4. cdr folder: Its the folder that contains the test images from different datasets (ACRIMA, DRISHTI-GS, RIM-ONE) to test the CDR accuracy of all the models note the models were not trained on these images.

5. classification_model: This folder contains the weights for the classification model that is used to classify images as (optic-cup, no optic-cup). NOTE Because of weight size the file is available in Google Docs using this link

6. classified_images: This folder has 3 folders inside it, each one for each dataset. In each folder, there are two folders named (cdr and segmentation). The cdr folder contains the output of the classification model applied to each dataset. The segmentation folder contains the output of the segmentation model applied to the cdr folder images NOTE that cdr here is not the same folder in the first step.

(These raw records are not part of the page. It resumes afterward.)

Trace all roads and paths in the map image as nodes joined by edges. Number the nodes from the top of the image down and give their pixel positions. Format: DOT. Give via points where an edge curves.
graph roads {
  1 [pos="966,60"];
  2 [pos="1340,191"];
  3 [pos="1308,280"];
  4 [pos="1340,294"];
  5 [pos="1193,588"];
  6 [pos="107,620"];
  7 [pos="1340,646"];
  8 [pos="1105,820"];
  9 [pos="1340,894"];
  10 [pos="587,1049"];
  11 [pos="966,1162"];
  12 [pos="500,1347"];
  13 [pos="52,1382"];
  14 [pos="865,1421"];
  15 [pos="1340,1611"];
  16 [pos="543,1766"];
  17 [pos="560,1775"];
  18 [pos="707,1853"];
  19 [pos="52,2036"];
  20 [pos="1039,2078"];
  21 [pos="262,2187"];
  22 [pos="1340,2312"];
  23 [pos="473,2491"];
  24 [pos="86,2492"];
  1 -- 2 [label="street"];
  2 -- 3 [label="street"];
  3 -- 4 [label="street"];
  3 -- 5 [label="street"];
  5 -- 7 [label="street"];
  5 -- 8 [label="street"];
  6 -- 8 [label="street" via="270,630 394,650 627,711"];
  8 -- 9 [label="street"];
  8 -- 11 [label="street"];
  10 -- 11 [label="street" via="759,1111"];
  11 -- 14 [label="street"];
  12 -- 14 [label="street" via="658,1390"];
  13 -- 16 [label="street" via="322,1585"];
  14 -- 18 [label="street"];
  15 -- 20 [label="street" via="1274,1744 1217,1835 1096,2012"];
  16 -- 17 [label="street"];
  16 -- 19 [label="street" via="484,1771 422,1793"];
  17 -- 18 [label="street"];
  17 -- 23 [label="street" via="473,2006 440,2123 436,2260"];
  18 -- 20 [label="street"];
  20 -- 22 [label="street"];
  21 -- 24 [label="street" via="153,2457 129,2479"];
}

7. models.ipynb: This is the code used to test all the models. You can clone it and run it on your end.

Getting Started

Prerequisites

In order to clone and use this repo, you need to have the following:

• Python (version >= 3.7)
• Tensorflow (version >= 2.10.0)
• Numpy
• OpenCv
• Matplotlib.pyplot
• glob
• tqdm
• shutil

NOTE: the models' file used in jupyter notebook its preferred to use anaconda but it's okay to use only jupyter notebook

Installation

To Install and run the test on your end you need to clone the repo using this snippet :

Clone this repository

shell git clone https://github.com/Alzubair98/Glaucoma-classification-model.git

Run Anaconda

shell jupyter notebook

and navigate to Glaucoma-classification-model folder, open models.ipynb

Explination of the Code In Models.ipynb

Most Important functions will be explained here.

The segmentation task is function is used to load a model, load dataset, and predict the masks of the dataset images using the model then save the results (masks) in a save_path. The parameters of this function are:

1- model_path : path to the model.

2- dataset_path : path to the dataset.

3- save_path : path to where you want to save the images.

The second function is Modelperformancecheck its used to check measure the model performance using various matrices such as (DICE, PIXEL ACCURACY, RECALL , JACCARD INDEX, COHEN KAPPA, and MORE). The parameters of this function are:

1- predmaskdir : the path to the predicted masks. 2- truemaskdir : the path to the ture masks/labels. 3- cupordisc : in case you measure the accuracy of a disc masks you need to write disc otherwise you need to write cup.

The Third function is used to classifiy images as optic-cup and no optic-cup (no Glaucoma) this function will autumatically load the weights from the classfication model path and apply the classification on the images and save the output on another file. the parameters of this function are:

1- images_path : images you want to apply the model on.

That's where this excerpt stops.